Ce branle-bas de combat ministériel est né d’un électrochoc télévisuel. Dimanche 19 janvier, sur M6, l’émission « Zone interdite » diffusait un long et éprouvant reportage, fruit d’une année d’enquête, qui mettait en lumière des mauvais traitements infligés aux enfants handicapés au sein de certains établissements belges (ce que Le Monde avait décrit le 4 janvier) tout autant que français. Des images filmées en caméra cachée à la maison d’enfants de Moussaron, à Condom (Gers), montraient ainsi des enfants attachés à leur lit, dormant dans un réduit, lavés en groupe, sous camisole chimique de neuroleptiques…
Ce documentaire a bien évidemment provoqué l’émotion chez les familles d’enfants handicapés mentaux. A l’instar des quelque soixante-dix par l’association Parents en colère 77 (Seine-et-Marne) : « Les impôts liés au handicap ne sont pas contrôlés, ils servent à maltraiter nos enfants et entretenir un réseau mafieux », communiquaient-elles le soir-même.
« AGIR AVEC FERMETÉ »
« Personne ne peut être insensible aux images d’enfants handicapés violentés par ceux là mêmes qui sont censés leur apporter attention, soin et réconfort », a réagi la ministre trois jours après l’émission, admettant que « certains établissements accusent des dysfonctionnements graves, passent à travers les mailles du filet des contrôles ».
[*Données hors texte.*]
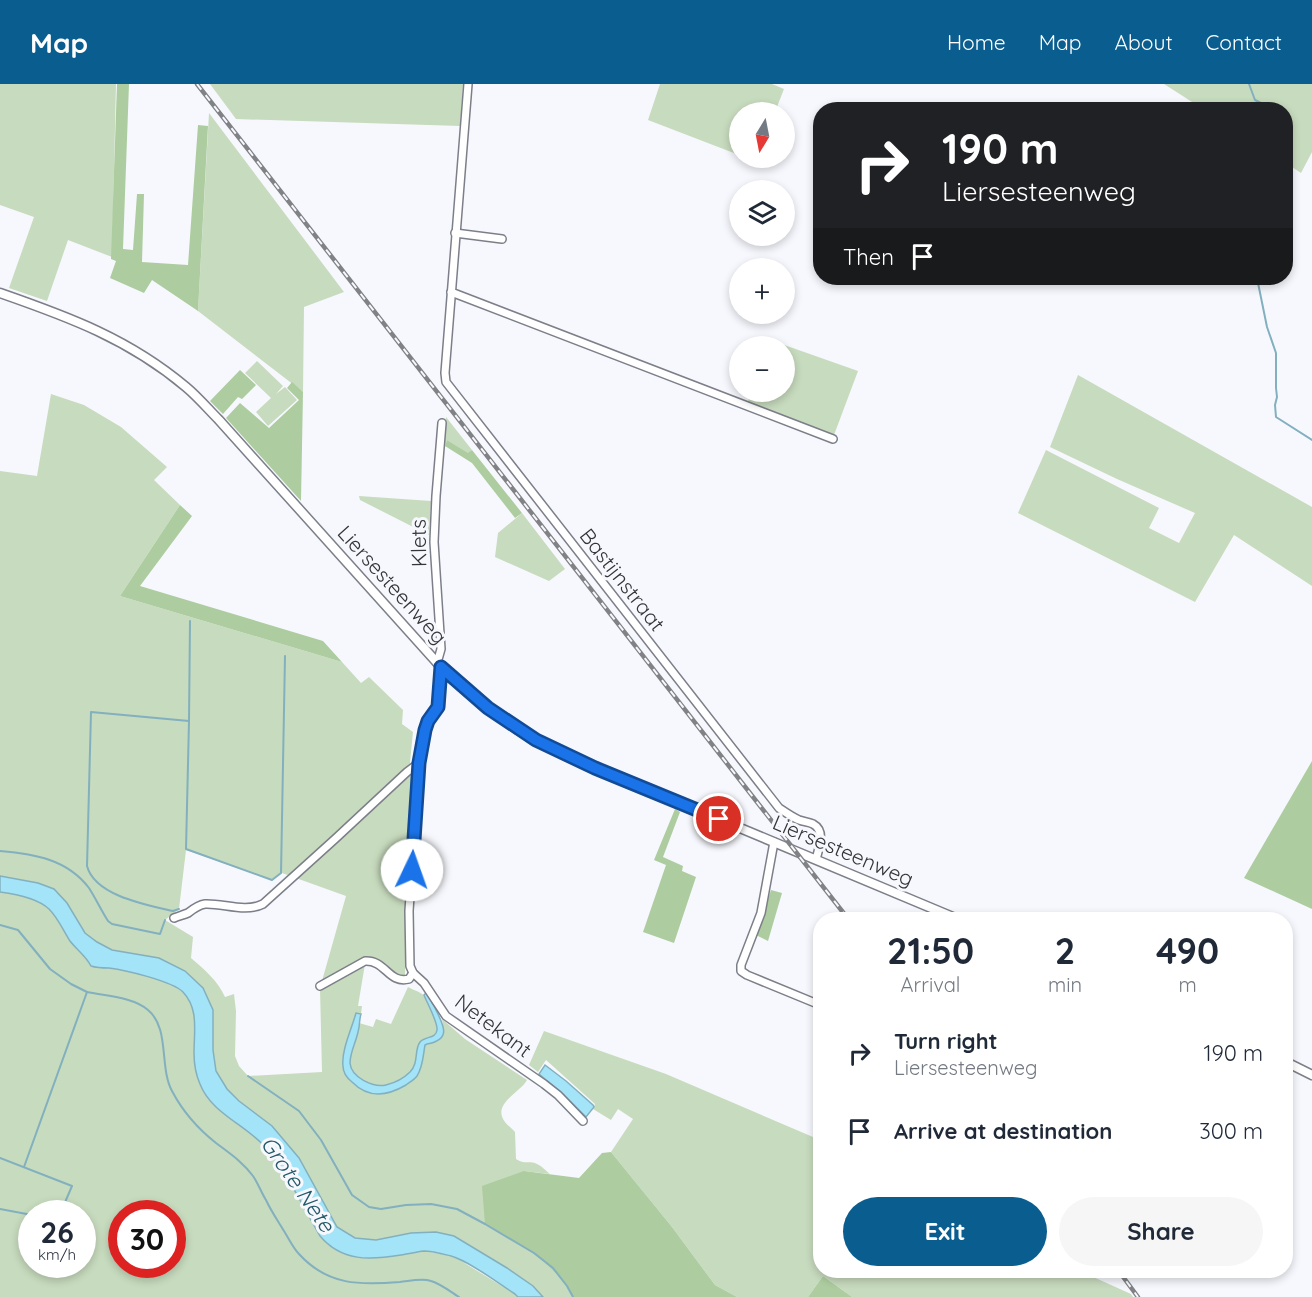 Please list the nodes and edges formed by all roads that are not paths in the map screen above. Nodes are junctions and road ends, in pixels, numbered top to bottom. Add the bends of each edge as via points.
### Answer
1 (468, 84) edge
2 (455, 233) junction
3 (502, 239) dead end
4 (451, 292) junction
5 (0, 293) edge
6 (442, 423) dead end
7 (833, 440) dead end
8 (439, 665) junction
9 (419, 763) junction
10 (774, 842) junction
11 (816, 859) junction
12 (941, 912) edge
13 (174, 918) dead end
14 (413, 973) junction
15 (320, 987) dead end
16 (813, 1002) edge
17 (1293, 1066) edge
18 (1312, 1075) edge
19 (584, 1121) dead end

1 - 2 street, Bastijnstraat
2 - 3 street
2 - 4 street, Bastijnstraat
4 - 7 street
4 - 11 street, Bastijnstraat via 446,382 779,808 817,826 821,833
5 - 8 street, Liersesteenweg via 102,333 157,365 187,388
6 - 8 street, Klets via 434,542
8 - 9 street via 438,707 428,721
8 - 10 street, Liersesteenweg via 488,708 536,740
9 - 13 street via 271,898 258,906 204,904
9 - 14 street via 409,911
10 - 11 street, Liersesteenweg
10 - 16 street via 761,913 741,970
11 - 12 street, Liersesteenweg
14 - 15 street via 410,979 403,980 389,975 373,960 365,961
14 - 19 street, Netekant via 446,1016 544,1084
17 - 18 street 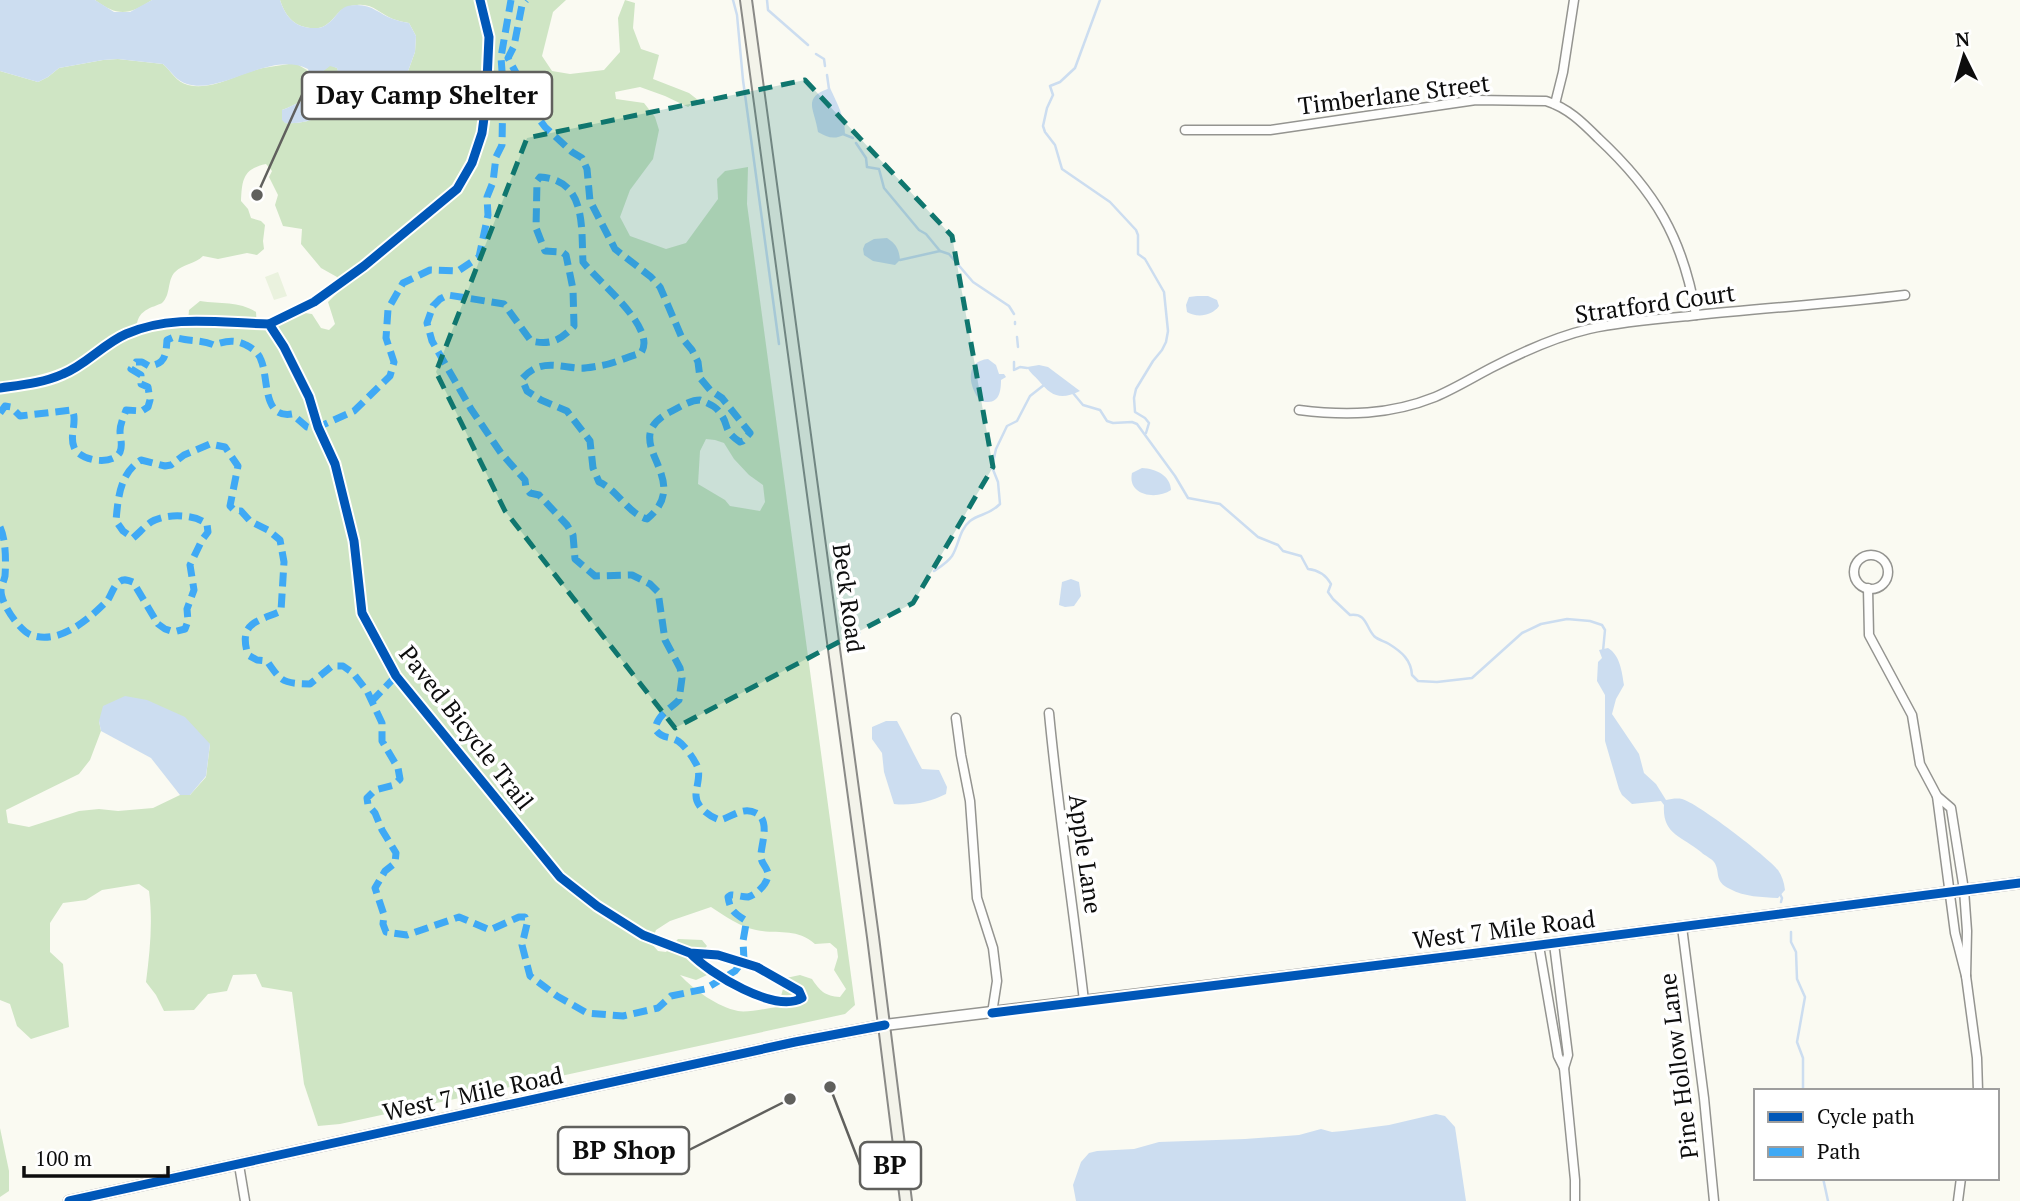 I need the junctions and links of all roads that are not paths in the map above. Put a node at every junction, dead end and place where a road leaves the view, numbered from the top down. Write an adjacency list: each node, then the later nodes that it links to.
1 (746, 0): 23 (main road, Beck Road)
2 (1574, 0): 3 (street)
3 (1555, 104): 4 (street, Timberlane Street); 6 (street)
4 (1185, 130)
5 (1905, 295): 6 (street, Stratford Court)
6 (1696, 315): 7 (street, Stratford Court)
7 (1299, 410)
8 (1868, 589): 8 (street); 11 (street)
9 (1049, 713): 19 (street, Apple Lane)
10 (956, 718): 22 (street)
11 (1937, 796): 13 (street); 14 (street)
12 (2020, 883): 13 (street, West 7 Mile Road)
13 (1964, 890): 14 (street, West 7 Mile Road); 18 (street)
14 (1950, 892): 15 (street, West 7 Mile Road); 18 (street)
15 (1682, 927): 16 (street, West 7 Mile Road); 32 (street, Pine Hollow Lane)
16 (1554, 944): 17 (street, West 7 Mile Road); 20 (street)
17 (1539, 946): 19 (street, West 7 Mile Road); 21 (street)
18 (1966, 976): 25 (street)
19 (1084, 1001): 22 (street, West 7 Mile Road)
20 (1562, 1007): 21 (street); 24 (street)
21 (1550, 1009): 24 (street)
22 (992, 1013): 23 (street, West 7 Mile Road)
23 (885, 1025): 26 (street, West 7 Mile Road); 30 (main road, Beck Road)
24 (1564, 1068): 31 (street)
25 (1978, 1089)
26 (239, 1165): 28 (street, West 7 Mile Road); 29 (street)
27 (1961, 1180): 33 (street)
28 (69, 1201)
29 (245, 1201)
30 (906, 1201)
31 (1575, 1201)
32 (1714, 1201)
33 (1958, 1201) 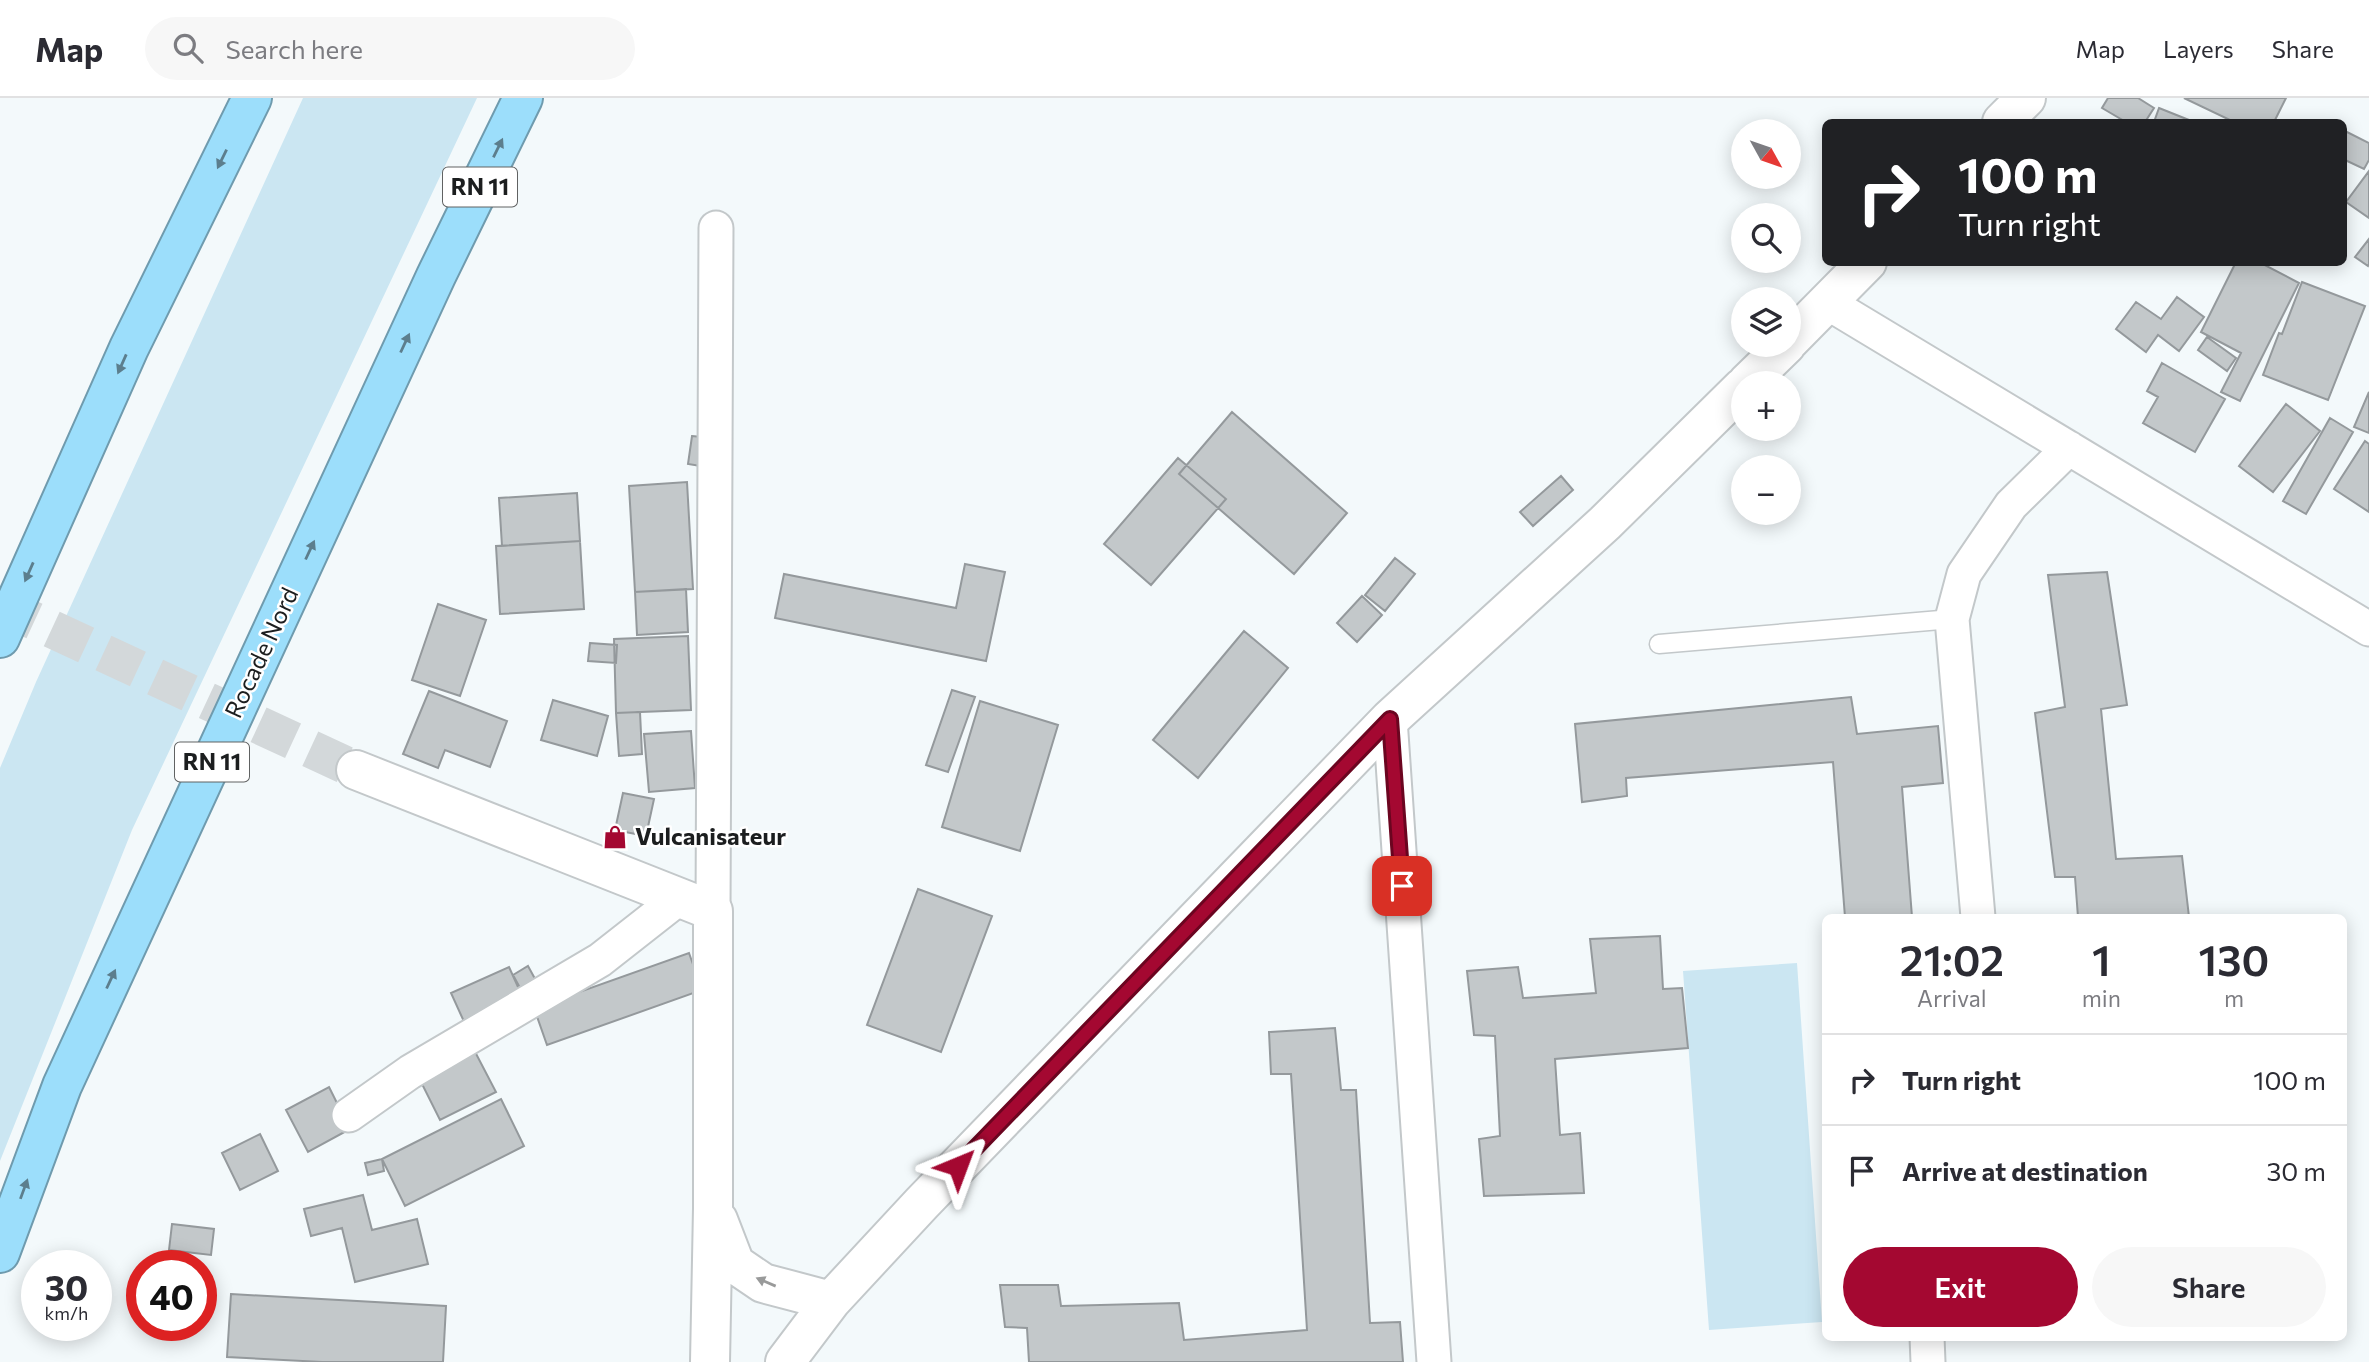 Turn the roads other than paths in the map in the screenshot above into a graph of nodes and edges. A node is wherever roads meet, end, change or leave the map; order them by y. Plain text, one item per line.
1 (252, 98) edge
2 (523, 98) edge
3 (2026, 98) edge
4 (2005, 119) edge
5 (716, 228) dead end
6 (1863, 266) edge
7 (1828, 303) junction
8 (1801, 329) edge
9 (1773, 357) edge
10 (1759, 371) edge
11 (1731, 399) edge
12 (2069, 447) junction
13 (1952, 619) junction
14 (2369, 629) edge
15 (0, 638) edge
16 (1659, 643) dead end
17 (1390, 719) junction
18 (356, 771) tunnel mouth
19 (696, 905) junction
20 (1978, 914) edge
21 (349, 1115) dead end
22 (713, 1208) junction
23 (0, 1253) edge
24 (831, 1301) junction
25 (1927, 1341) edge
26 (710, 1362) edge
27 (785, 1362) edge
28 (1434, 1362) edge
29 (1928, 1362) edge

1 -> 15 highway
23 -> 2 highway, Rocade Nord / RN 11
3 - 4 street
5 - 19 street
6 - 7 street
7 - 8 street
7 - 12 street
9 - 10 street
11 - 17 street
12 - 13 street
12 - 14 street
13 - 16 lane
13 - 20 street
17 - 24 street
17 - 28 street
18 - 19 street
19 - 21 street
19 - 22 street
24 -> 22 street
22 - 26 street
24 - 27 street
25 - 29 street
« Face à l’intolérable », elle s’est donc décidée à « agir avec fermeté ». Comme elle l’a déjà fait par le passé, plaçant fin novembre 2013 sous administration provisoire l’IME Moussaron dont les pratiques sont épinglées dans le reportage, immédiatement après que l’Agence régionale de santé (ARS) a tiré le signal d’alarme. Mais depuis 1997, cet IME gersois avait déjà fait l’objet de trois signalements des autorités sanitaires…
La ministre a donc annoncé son intention d’accentuer toutes les procédures de contrôle. Elle a rappelé que les établissements créés avant 2002 devaient, d’ici 2015, se faire évaluer par un organisme indépendant. Seuls 30% d’entre eux s’y sont déjà pliés. Aucun renouvellement d’autorisation, a-t-elle menacé, ne sera délivré aux institutions qui n’auront ainsi justifié de leur bon fonctionnement.
ACCORD-CADRE SIGNÉ AVEC LA BELGIQUE
Mme Carlotti demande aux ARS de réaliser des contrôles inopinés, et de créer en leur sein des « structures d’appui à la qualité des établissements ». Les deux numéros permettant de signaler des faits de maltraitance (le 39 77 pour les personnes handicapées adultes, le 119 pour les enfants) devront être affichés dans les établissements et indiqués dans les livrets d’accueil et les contrats de séjour.
Les établissements devront systématiquement informer les cas de maltraitances aux ARS et aux conseils généraux. La formation des travailleurs sociaux aux spécificités du handicap devra être confortée. Les institutions wallons feront l’objet d’inspections communes franco-belges grâce à un accord-cadre récemment signé.
Une mobilisation attendue par la principale fédération d’associations de défense des personnes handicapées mentales et de leurs familles, l’Unapei. Sa présidente, Christel Prado, sait que les violences institutionnelles existent « d’autant plus qu’il n’y a pas suffisamment de places, et que les parents préfèrent se taire ». Elle apprécie donc que « la ministre prenne ses responsabilités, se porte garante de la bientraitance dans les établissements ».
Selon elle, les évaluations externes des établissements manquent néanmoins souvent de sérieux, et il y a grande naïveté à promettre aux familles, aux personnels, que la dénonciation d’éventuels dysfonctionnements puissent ne pas leur porter préjudice.
Il s’agirait aussi de proposer un site Internet d’usagers, où tout un chacun pourrait faire ses remarques sur les établissements, en toute transparence. Mais ce plan, conclut-elle, va dans le bons sens, celui de l’évaluation. « Nous-mêmes sommes gestionnaires de 3 000 établissements. Nous veillons à la qualité, mais elle n’est jamais quelque chose d’acquis. Il suffit d’un congé maternité non-remplacé pour qu’un équilibre se brise. Il faut être en veille permanente ».